We believe that there shouldn’t be walls between operations and development and we have embraced the DevOps movement.
As a site reliability engineer, you will work as part of the development team to build automation and tools to deploy, monitor and maintain the platform's health, targeted SLO and SLAs.
What you'll do
Lead the effort in ensuring reliability of the platform.
Create Software and Tooling that improves performance, stability, and reliability of the platform.
Ability to work as part of a Development Team.
Monitor Application Metrics to help with improving software performance.
Build solutions that are highly resilient, scalable, and secure.
Have a wide breadth of knowledge from software, infrastructure, and security.
Adopt best practices and champion an engineering culture emphasizing Agile.
What's required for application
Proven experience building, supporting, and architecting high-availability cloud infrastructure.
Experience working on monitoring, logging. and alerting solutions and used tools.
Experience with tooling such as Terraform, Ansible, Docker, Kubernetes, and Chef.
Fluent and comfortable working with Cloud Infrastructure.
Ability to read, write, and troubleshoot software code.
Good understanding of CI / CD tools.
Champion of devsecops using tools such as Hashicorp Vault, KMS, Secrets Manager,
Experience with software development, algorithms, data structures, and systems design.

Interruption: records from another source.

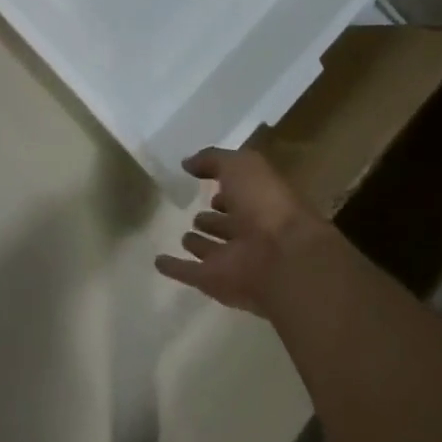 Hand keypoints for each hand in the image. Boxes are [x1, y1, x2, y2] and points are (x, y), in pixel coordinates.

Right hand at [155, 148, 339, 316]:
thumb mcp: (240, 165)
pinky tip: (158, 262)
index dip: (226, 190)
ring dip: (199, 245)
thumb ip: (213, 159)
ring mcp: (233, 260)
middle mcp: (250, 232)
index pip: (240, 195)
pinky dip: (175, 268)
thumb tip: (188, 163)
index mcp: (261, 204)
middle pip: (228, 225)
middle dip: (213, 220)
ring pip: (212, 251)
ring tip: (183, 237)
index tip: (207, 184)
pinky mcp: (215, 282)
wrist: (283, 259)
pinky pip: (190, 272)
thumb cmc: (265, 204)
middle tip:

Understand monitoring tools such as DataDog, ELK, and Grafana.
Bachelor's degree (or higher) in Computer Science and / or related work experience.
Nice to have, but not required
Working knowledge on other AWS services like Glacier, Elastic Container Service (ECS),
Elastic MapReduce (EMR), DynamoDB etc.
Automation and Orchestration tools such as Jenkins
Ruby or Java development skills
Data Pipeline knowledge, especially with tools like MapReduce, Kafka and ELK stack.